作者: Ji-Eun See1,2, Ha Rim Shin1,2, Gayoung Jang1,2, Jiyeon Kweon1,2, Yongsub Kim1,2 1Department of Biomedical Sciences, Asan Medical Institute of Convergence Science and Technology, Asan Medical Center,University of Ulsan College of Medicine, 2Stem Cell Immunomodulation Research Center,University of Ulsan College of Medicine
简介:

Overview

This study presents a protocol for assessing the functionality of BRCA1 variants using CRISPR-mediated cytosine base editors. This method allows for targeted mutations in living cells, which is crucial for understanding cancer risk associated with BRCA1 mutations.

Key Study Components

Area of Science

  • Genetics
  • Cancer Biology
  • CRISPR Technology

Background

  • BRCA1 mutations increase cancer risk, necessitating functional evaluation.
  • Traditional methods often use exogenously expressed BRCA1, limiting accuracy.
  • Identifying loss of function mutations can aid in cancer risk prediction.
  • This study utilizes CRISPR to directly mutate endogenously expressed BRCA1.

Purpose of Study

  • To develop a reliable method for functional assessment of BRCA1 variants.
  • To enhance understanding of cancer predisposition linked to BRCA1 mutations.
  • To identify potential drug targets through functional depletion analysis.

Methods Used

  • CRISPR-mediated cytosine base editing for targeted mutations.
  • Obtaining BRCA1 genome sequence from GenBank.
  • Searching for target sites with protospacer adjacent motif sequence.
  • Mutations located within specific nucleotides of guide RNA target sequences.

Main Results

  • Efficient identification of BRCA1 variant functionality.
  • Direct mutation of endogenously expressed BRCA1 improves evaluation.
  • Potential for predicting cancer risks associated with BRCA1 mutations.
  • Identification of essential genes for drug target discovery.

Conclusions

  • The protocol enhances the functional assessment of BRCA1 variants.
  • CRISPR technology provides a robust tool for cancer research.
  • This method may lead to improved cancer prevention strategies.

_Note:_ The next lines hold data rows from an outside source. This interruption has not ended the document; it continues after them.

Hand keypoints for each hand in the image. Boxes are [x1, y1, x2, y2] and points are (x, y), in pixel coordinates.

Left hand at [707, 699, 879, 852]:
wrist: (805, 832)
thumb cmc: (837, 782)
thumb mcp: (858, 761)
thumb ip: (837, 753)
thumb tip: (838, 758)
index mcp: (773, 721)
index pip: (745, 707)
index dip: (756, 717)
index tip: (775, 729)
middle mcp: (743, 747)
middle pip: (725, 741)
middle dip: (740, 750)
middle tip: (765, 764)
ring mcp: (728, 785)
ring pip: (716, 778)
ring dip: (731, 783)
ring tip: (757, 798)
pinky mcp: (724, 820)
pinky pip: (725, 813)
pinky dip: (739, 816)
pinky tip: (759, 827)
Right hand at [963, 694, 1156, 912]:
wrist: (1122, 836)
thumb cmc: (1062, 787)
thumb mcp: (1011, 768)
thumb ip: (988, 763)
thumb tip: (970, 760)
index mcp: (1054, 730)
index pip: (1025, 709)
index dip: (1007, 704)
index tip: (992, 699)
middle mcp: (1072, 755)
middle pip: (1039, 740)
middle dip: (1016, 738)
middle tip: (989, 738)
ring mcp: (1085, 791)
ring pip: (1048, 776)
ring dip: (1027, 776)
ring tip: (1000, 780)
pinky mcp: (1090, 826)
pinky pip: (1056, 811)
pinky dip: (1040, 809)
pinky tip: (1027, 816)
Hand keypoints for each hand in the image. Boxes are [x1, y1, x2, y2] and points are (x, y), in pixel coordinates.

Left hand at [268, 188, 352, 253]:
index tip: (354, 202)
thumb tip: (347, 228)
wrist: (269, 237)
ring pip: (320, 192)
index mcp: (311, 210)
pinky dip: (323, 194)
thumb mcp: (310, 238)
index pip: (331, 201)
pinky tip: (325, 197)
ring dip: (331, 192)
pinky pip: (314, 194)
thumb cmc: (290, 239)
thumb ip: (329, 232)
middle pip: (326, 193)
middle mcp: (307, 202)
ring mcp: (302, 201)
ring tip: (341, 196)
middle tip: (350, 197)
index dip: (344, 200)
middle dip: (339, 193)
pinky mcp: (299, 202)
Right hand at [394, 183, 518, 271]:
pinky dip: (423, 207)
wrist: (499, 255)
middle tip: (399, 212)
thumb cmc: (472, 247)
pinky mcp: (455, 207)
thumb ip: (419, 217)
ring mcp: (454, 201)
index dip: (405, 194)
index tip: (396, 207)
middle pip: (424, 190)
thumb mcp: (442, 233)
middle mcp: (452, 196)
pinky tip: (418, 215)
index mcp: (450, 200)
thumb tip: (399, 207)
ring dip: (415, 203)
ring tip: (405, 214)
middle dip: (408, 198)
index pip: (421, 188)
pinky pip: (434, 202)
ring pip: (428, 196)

Frequently Asked Questions

What is the significance of BRCA1 mutations?
BRCA1 mutations are linked to a higher risk of developing several cancers, including breast and ovarian cancer.
How does CRISPR technology improve the evaluation of BRCA1 variants?
CRISPR allows for precise editing of the BRCA1 gene in living cells, providing more accurate functional assessments.
What are the potential applications of this research?
This research can aid in cancer risk prediction and the identification of new drug targets.
What are loss of function mutations?
Loss of function mutations are genetic alterations that result in reduced or abolished gene activity, impacting cancer risk.
How can this study contribute to cancer prevention?
By identifying BRCA1 variants' functionality, it can help predict cancer risks and inform prevention strategies.

People with BRCA1 mutations have a higher risk of developing cancer, which warrants accurate evaluation of the function of BRCA1 variants. Herein, we described a protocol for functional assessment of BRCA1 variants using CRISPR-mediated cytosine base editors that enable targeted C:G to T:A conversion in living cells.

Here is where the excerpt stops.